BOYS WITH TOYS: Tweed Coast champion drone racers, Ross Kerker and Jerome Partland get some practice in at Banora Point.
BOYS WITH TOYS: Tweed Coast champion drone racers, Ross Kerker and Jerome Partland get some practice in at Banora Point. SCOTT POWICK

Droning on about world domination in new sport

FOR Tweed Heads man Ross Kerker, the latest phenomenon of drone racing isn't just a hobby, it's his whole world and a full-time job.

"I eat, breathe and sleep drone racing," Mr Kerker said, as he expertly navigates his custom-made drone up to 150kmh through Tweed skies.

Born and bred on the Tweed, the Bond University graduate is regarded as one of the best - if not the best - drone racer in the country.

The new sport has had Mr Kerker travel the world over the past six years, blazing a trail for his craft after his original plans of working in information technology (IT) took a permanent back seat.

"A guy brought a drone to my 3D helicopter club and it was instantly 'shut up and take my money'," Mr Kerker said.

Mr Kerker quickly made his mark, turning his talent into a full-time job as he trekked across the globe.

"I moved to Canada in 2014 and spent a year there travelling through the United States," Mr Kerker said.

"My first big competition was in Sacramento, California in 2015, there was a $25,000 prize pool and I finished 15th out of 125 pilots."

Mr Kerker is sponsored by Perth-based drone company Bolt RC and has spent around $100,000 in building his war chest of drones and equipment.

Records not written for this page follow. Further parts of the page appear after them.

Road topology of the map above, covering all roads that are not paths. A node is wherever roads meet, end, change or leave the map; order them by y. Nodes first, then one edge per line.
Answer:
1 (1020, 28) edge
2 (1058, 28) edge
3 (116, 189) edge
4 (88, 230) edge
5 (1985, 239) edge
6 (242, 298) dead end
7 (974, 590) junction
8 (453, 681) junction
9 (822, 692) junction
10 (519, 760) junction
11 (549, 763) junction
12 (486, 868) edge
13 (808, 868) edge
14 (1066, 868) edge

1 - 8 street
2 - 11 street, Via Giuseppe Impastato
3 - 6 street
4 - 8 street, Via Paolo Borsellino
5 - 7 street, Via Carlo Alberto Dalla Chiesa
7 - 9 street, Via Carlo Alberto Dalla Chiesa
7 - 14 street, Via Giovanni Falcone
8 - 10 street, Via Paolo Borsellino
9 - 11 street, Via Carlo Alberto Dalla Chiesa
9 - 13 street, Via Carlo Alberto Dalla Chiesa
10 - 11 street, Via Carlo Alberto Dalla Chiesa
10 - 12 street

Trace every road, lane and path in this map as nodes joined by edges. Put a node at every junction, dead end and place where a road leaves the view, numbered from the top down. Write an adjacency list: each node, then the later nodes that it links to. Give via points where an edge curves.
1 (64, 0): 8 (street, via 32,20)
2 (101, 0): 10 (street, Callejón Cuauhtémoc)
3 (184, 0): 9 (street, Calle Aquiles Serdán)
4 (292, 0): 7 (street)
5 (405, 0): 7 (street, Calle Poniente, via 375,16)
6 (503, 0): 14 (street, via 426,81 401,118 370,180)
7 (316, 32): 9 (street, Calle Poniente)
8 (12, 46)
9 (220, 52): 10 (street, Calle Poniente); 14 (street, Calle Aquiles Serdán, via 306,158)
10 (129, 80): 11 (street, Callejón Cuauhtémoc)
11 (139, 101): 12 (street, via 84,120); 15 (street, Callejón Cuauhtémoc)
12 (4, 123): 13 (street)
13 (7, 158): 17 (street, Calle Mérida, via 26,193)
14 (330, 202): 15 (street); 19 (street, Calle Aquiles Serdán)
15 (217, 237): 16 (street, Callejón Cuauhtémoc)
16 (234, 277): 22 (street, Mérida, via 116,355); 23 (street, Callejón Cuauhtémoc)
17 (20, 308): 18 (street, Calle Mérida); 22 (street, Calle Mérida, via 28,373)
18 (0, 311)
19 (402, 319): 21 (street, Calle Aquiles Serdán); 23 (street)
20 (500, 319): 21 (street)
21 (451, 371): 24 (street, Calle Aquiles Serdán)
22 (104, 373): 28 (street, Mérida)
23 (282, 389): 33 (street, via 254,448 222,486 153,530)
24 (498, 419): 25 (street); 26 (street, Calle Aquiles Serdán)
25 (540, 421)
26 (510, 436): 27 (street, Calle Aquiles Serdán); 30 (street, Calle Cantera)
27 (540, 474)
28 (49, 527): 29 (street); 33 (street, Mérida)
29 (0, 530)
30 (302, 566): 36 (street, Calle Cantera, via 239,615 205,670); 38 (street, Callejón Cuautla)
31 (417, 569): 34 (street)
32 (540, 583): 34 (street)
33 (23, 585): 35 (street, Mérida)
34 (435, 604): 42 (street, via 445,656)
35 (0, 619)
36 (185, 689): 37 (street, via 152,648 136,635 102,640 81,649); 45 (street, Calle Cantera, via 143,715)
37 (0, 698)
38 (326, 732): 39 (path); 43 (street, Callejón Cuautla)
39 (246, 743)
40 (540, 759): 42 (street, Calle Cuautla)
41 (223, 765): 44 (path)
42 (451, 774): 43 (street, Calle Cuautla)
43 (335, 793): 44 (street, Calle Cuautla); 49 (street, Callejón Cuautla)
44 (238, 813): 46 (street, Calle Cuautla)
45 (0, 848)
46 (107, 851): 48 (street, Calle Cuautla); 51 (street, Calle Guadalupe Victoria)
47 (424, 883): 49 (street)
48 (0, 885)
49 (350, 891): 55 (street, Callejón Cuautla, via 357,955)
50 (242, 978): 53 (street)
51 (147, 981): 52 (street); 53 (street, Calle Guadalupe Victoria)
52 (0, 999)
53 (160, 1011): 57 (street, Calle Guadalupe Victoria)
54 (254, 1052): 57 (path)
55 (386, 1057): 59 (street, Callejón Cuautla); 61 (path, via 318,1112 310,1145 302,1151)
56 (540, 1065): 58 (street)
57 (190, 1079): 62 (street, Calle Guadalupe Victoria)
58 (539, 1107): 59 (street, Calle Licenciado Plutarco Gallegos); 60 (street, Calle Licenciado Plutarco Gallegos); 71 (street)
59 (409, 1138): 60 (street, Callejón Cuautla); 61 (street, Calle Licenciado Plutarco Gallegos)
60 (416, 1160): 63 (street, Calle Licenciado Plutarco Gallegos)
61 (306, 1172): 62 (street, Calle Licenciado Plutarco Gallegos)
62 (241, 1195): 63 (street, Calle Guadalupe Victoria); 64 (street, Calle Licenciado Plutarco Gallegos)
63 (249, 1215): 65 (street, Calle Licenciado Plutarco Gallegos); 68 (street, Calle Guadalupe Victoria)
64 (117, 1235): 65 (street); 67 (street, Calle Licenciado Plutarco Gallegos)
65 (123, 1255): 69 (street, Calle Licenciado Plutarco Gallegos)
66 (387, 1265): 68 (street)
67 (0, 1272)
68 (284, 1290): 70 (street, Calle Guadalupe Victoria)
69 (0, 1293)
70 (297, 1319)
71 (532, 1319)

He's part of the invite-only American Racing League, an organisation with US$12 million in funding, flying his drone in such destinations as the Dolphins Stadium in Miami, Florida, abandoned power plants and an abandoned Los Angeles mall. He spends up to 30 hours a week training and easily doubles that time at the workbench each night, building or fixing drones and equipment in preparation for his next tilt at world domination.